**TASK GOAL**
Given the entries below, please return each one exactly.

(Extracted data entries)

==========

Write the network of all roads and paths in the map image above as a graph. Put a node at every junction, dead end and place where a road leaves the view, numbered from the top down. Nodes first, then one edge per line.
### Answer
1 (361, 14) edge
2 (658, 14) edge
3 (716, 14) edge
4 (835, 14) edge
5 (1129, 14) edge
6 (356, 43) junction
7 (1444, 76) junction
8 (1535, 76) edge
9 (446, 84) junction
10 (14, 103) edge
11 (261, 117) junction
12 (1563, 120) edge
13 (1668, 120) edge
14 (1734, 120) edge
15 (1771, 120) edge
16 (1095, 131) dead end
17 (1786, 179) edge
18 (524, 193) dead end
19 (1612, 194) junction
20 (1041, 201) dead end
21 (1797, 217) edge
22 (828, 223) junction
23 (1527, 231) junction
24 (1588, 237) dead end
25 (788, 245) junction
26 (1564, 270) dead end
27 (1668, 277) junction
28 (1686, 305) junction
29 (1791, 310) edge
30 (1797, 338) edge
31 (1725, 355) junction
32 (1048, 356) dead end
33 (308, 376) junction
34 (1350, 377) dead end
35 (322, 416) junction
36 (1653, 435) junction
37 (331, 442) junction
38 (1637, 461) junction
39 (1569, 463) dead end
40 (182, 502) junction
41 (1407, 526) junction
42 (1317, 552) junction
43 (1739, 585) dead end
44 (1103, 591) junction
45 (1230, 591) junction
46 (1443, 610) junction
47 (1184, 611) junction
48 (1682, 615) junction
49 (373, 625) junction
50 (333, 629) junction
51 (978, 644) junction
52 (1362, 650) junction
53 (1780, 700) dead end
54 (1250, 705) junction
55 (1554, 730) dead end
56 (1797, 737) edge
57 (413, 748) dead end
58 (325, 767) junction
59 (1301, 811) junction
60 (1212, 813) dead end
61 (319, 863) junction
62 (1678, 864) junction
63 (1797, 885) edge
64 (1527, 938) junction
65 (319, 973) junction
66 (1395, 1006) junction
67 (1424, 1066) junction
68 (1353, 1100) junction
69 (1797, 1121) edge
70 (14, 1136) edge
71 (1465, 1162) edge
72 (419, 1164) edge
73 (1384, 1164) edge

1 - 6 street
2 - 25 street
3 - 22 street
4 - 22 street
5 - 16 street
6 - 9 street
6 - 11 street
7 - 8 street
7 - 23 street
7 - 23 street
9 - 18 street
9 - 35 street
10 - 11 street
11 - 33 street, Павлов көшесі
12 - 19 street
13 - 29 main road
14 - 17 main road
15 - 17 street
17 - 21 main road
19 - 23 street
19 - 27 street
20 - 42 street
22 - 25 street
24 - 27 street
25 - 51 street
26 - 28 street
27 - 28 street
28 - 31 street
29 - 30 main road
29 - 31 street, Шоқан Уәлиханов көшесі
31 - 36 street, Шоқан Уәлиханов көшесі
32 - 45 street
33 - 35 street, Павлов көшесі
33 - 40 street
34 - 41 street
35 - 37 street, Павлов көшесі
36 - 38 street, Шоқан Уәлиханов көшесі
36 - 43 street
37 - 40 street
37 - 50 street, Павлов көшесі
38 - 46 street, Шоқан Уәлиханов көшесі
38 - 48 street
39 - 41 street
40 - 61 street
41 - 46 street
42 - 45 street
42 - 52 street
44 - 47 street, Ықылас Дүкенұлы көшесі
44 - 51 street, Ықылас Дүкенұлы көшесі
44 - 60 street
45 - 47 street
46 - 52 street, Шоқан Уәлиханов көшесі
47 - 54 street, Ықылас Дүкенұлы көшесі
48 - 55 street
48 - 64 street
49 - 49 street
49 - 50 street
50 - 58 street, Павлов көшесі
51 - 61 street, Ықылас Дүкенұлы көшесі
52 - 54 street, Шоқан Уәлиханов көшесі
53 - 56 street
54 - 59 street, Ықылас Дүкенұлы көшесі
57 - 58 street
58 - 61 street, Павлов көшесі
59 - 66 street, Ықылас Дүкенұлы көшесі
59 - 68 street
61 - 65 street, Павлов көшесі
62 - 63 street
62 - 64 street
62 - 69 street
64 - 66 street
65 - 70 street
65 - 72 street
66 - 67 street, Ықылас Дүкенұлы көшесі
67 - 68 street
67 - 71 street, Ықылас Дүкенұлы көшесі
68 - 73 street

==========

**EXPECTED OUTPUT**
Write the network of all roads and paths in the map image above as a graph. Put a node at every junction, dead end and place where a road leaves the view, numbered from the top down. Nodes first, then one edge per line.
### Answer
1 (361, 14) edge
2 (658, 14) edge
3 (716, 14) edge
4 (835, 14) edge
5 (1129, 14) edge
6 (356, 43) junction
7 (1444, 76) junction
8 (1535, 76) edge
9 (446, 84) junction
10 (14, 103) edge
11 (261, 117) junction
12 (1563, 120) edge
13 (1668, 120) edge
14 (1734, 120) edge
15 (1771, 120) edge
16 (1095, 131) dead end
17 (1786, 179) edge
18 (524, 193) dead end
19 (1612, 194) junction
20 (1041, 201) dead end
21 (1797, 217) edge
22 (828, 223) junction
23 (1527, 231) junction
24 (1588, 237) dead end
25 (788, 245) junction
26 (1564, 270) dead end
27 (1668, 277) junction
28 (1686, 305) junction
29 (1791, 310) edge
30 (1797, 338) edge
31 (1725, 355) junction
32 (1048, 356) dead end
33 (308, 376) junction
34 (1350, 377) dead end
35 (322, 416) junction
36 (1653, 435) junction
37 (331, 442) junction
38 (1637, 461) junction
39 (1569, 463) dead end
40 (182, 502) junction
41 (1407, 526) junction
42 (1317, 552) junction
43 (1739, 585) dead end
44 (1103, 591) junction
45 (1230, 591) junction
46 (1443, 610) junction
47 (1184, 611) junction
48 (1682, 615) junction
49 (373, 625) junction
50 (333, 629) junction
51 (978, 644) junction
52 (1362, 650) junction
53 (1780, 700) dead end
54 (1250, 705) junction
55 (1554, 730) dead end
56 (1797, 737) edge
57 (413, 748) dead end
58 (325, 767) junction
59 (1301, 811) junction
60 (1212, 813) dead end
61 (319, 863) junction
62 (1678, 864) junction
63 (1797, 885) edge
64 (1527, 938) junction
65 (319, 973) junction
66 (1395, 1006) junction
67 (1424, 1066) junction
68 (1353, 1100) junction
69 (1797, 1121) edge
70 (14, 1136) edge
71 (1465, 1162) edge
72 (419, 1164) edge
73 (1384, 1164) edge

1 - 6 street
2 - 25 street
3 - 22 street
4 - 22 street
5 - 16 street
6 - 9 street
6 - 11 street
7 - 8 street
7 - 23 street
7 - 23 street
9 - 18 street
9 - 35 street
10 - 11 street
11 - 33 street, Павлов көшесі
12 - 19 street
13 - 29 main road
14 - 17 main road
15 - 17 street
17 - 21 main road
19 - 23 street
19 - 27 street
20 - 42 street
22 - 25 street
24 - 27 street
25 - 51 street
26 - 28 street
27 - 28 street
28 - 31 street
29 - 30 main road
29 - 31 street, Шоқан Уәлиханов көшесі
31 - 36 street, Шоқан Уәлиханов көшесі
32 - 45 street
33 - 35 street, Павлов көшесі
33 - 40 street
34 - 41 street
35 - 37 street, Павлов көшесі
36 - 38 street, Шоқан Уәлиханов көшесі
36 - 43 street
37 - 40 street
37 - 50 street, Павлов көшесі
38 - 46 street, Шоқан Уәлиханов көшесі
38 - 48 street
39 - 41 street
40 - 61 street
41 - 46 street
42 - 45 street
42 - 52 street
44 - 47 street, Ықылас Дүкенұлы көшесі
44 - 51 street, Ықылас Дүкенұлы көшесі
44 - 60 street
45 - 47 street
46 - 52 street, Шоқан Уәлиханов көшесі
47 - 54 street, Ықылас Дүкенұлы көшесі
48 - 55 street
48 - 64 street
49 - 49 street
49 - 50 street
50 - 58 street, Павлов көшесі
51 - 61 street, Ықылас Дүкенұлы көшесі
52 - 54 street, Шоқан Уәлиханов көшесі
53 - 56 street
54 - 59 street, Ықылас Дүкенұлы көшесі
57 - 58 street
58 - 61 street, Павлов көшесі
59 - 66 street, Ықылас Дүкенұлы көшесі
59 - 68 street
61 - 65 street, Павлов көшесі
62 - 63 street
62 - 64 street
62 - 69 street
64 - 66 street
65 - 70 street
65 - 72 street
66 - 67 street, Ықылас Дүкенұлы көшесі
67 - 68 street
67 - 71 street, Ықылас Дүкенұлы көшесі
68 - 73 street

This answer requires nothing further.